** EXERCISE MATERIAL follows **
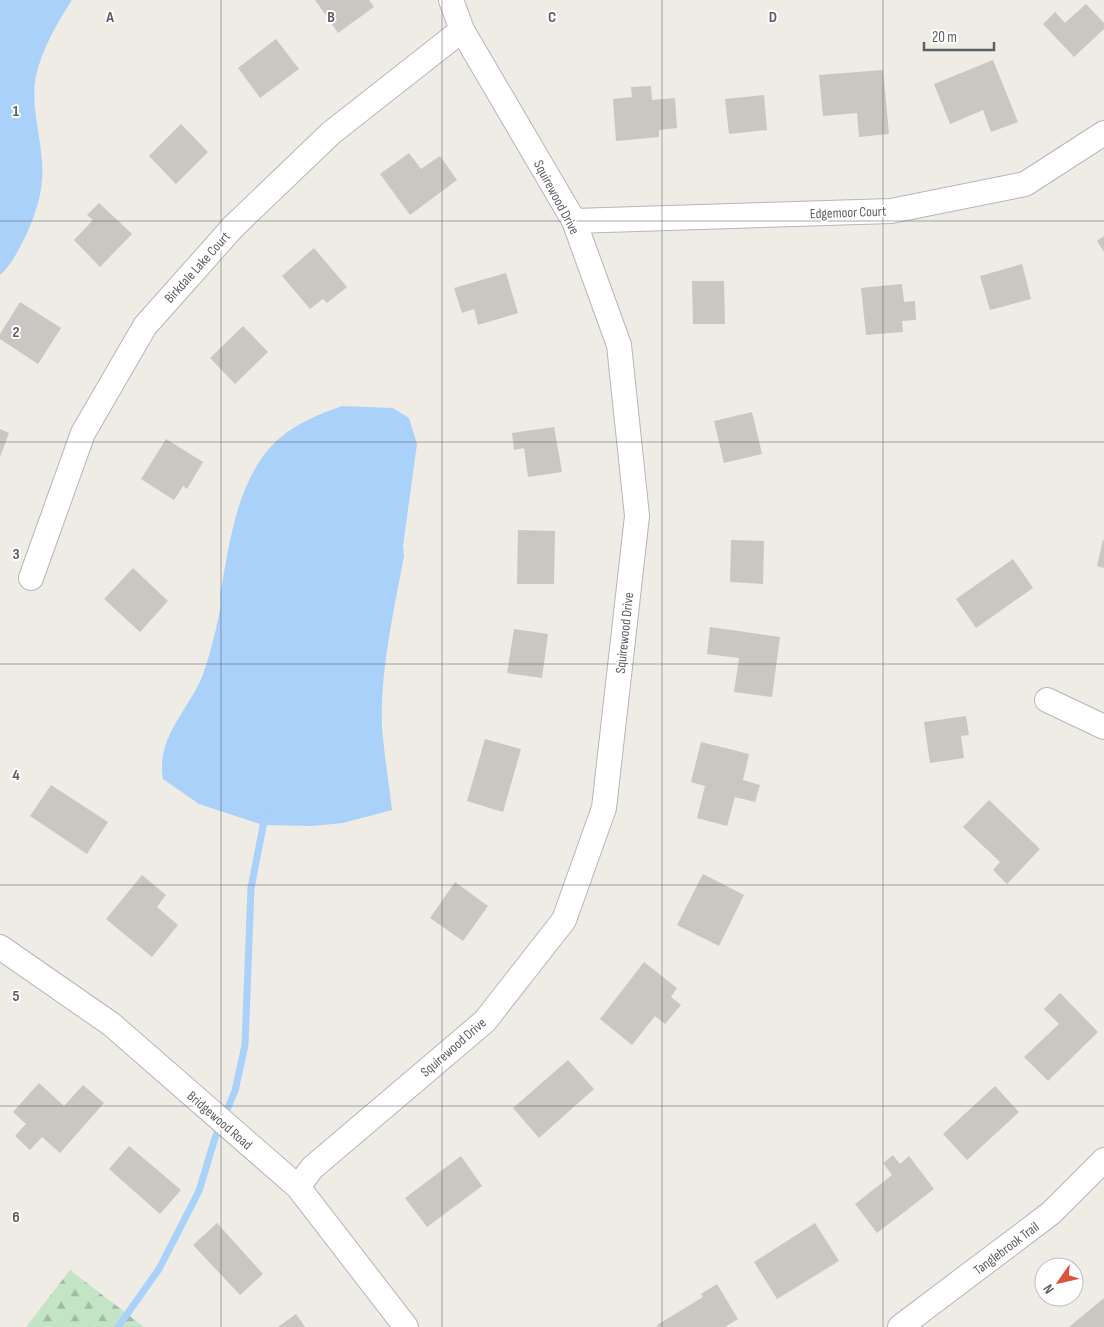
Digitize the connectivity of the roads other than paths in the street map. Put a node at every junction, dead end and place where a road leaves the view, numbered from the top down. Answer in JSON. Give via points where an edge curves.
{"nodes":[{"id":1,"x":450,"y":0,"type":"edge"},
{"id":2,"x":462,"y":30,"type":"junction"},
{"id":3,"x":1104,"y":133,"type":"edge"},
{"id":4,"x":574,"y":221,"type":"junction"},
{"id":5,"x":31,"y":578,"type":"dead end"},
{"id":6,"x":1047,"y":700,"type":"dead end"},
{"id":7,"x":1104,"y":727,"type":"edge"},
{"id":8,"x":0,"y":947,"type":"edge"},
{"id":9,"x":1104,"y":1160,"type":"edge"},
{"id":10,"x":298,"y":1187,"type":"junction"},
{"id":11,"x":406,"y":1327,"type":"edge"},
{"id":12,"x":900,"y":1327,"type":"edge"}],
"edges":[{"from":1,"to":2,"type":"street","name":"Squirewood Drive"},
{"from":2,"to":4,"type":"street","name":"Squirewood Drive"},
{"from":2,"to":5,"type":"street","name":"Birkdale Lake Court","via":[[331,133],[233,227],[145,326],[83,433]]},
{"from":3,"to":4,"type":"street","name":"Edgemoor Court","via":[[1025,184],[891,211]]},
{"from":4,"to":10,"type":"street","name":"Squirewood Drive","via":[[619,345],[637,516],[604,808],[564,920],[484,1021],[312,1168]]},
{"from":6,"to":7,"type":"street"},
{"from":8,"to":10,"type":"street","name":"Bridgewood Road","via":[[111,1024]]},
{"from":9,"to":12,"type":"street","name":"Tanglebrook Trail","via":[[1051,1213]]},
{"from":10,"to":11,"type":"street","name":"Bridgewood Road"}]}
** End of EXERCISE MATERIAL **
» PROBLEM TO SOLVE: Reproduce every record above exactly as given, excluding pictures from the result.

» ANSWER TO THIS EXERCISE:
Digitize the connectivity of the roads other than paths in the street map. Put a node at every junction, dead end and place where a road leaves the view, numbered from the top down. Answer in JSON. Give via points where an edge curves.
{"nodes":[{"id":1,"x":450,"y":0,"type":"edge"},
{"id":2,"x":462,"y":30,"type":"junction"},
{"id":3,"x":1104,"y":133,"type":"edge"},
{"id":4,"x":574,"y":221,"type":"junction"},
{"id":5,"x":31,"y":578,"type":"dead end"},
{"id":6,"x":1047,"y":700,"type":"dead end"},
{"id":7,"x":1104,"y":727,"type":"edge"},
{"id":8,"x":0,"y":947,"type":"edge"},
{"id":9,"x":1104,"y":1160,"type":"edge"},
{"id":10,"x":298,"y":1187,"type":"junction"},
{"id":11,"x":406,"y":1327,"type":"edge"},
{"id":12,"x":900,"y":1327,"type":"edge"}],
"edges":[{"from":1,"to":2,"type":"street","name":"Squirewood Drive"},
{"from":2,"to":4,"type":"street","name":"Squirewood Drive"},
{"from":2,"to":5,"type":"street","name":"Birkdale Lake Court","via":[[331,133],[233,227],[145,326],[83,433]]},
{"from":3,"to":4,"type":"street","name":"Edgemoor Court","via":[[1025,184],[891,211]]},
{"from":4,"to":10,"type":"street","name":"Squirewood Drive","via":[[619,345],[637,516],[604,808],[564,920],[484,1021],[312,1168]]},
{"from":6,"to":7,"type":"street"},
{"from":8,"to":10,"type":"street","name":"Bridgewood Road","via":[[111,1024]]},
{"from":9,"to":12,"type":"street","name":"Tanglebrook Trail","via":[[1051,1213]]},
{"from":10,"to":11,"type":"street","name":"Bridgewood Road"}]}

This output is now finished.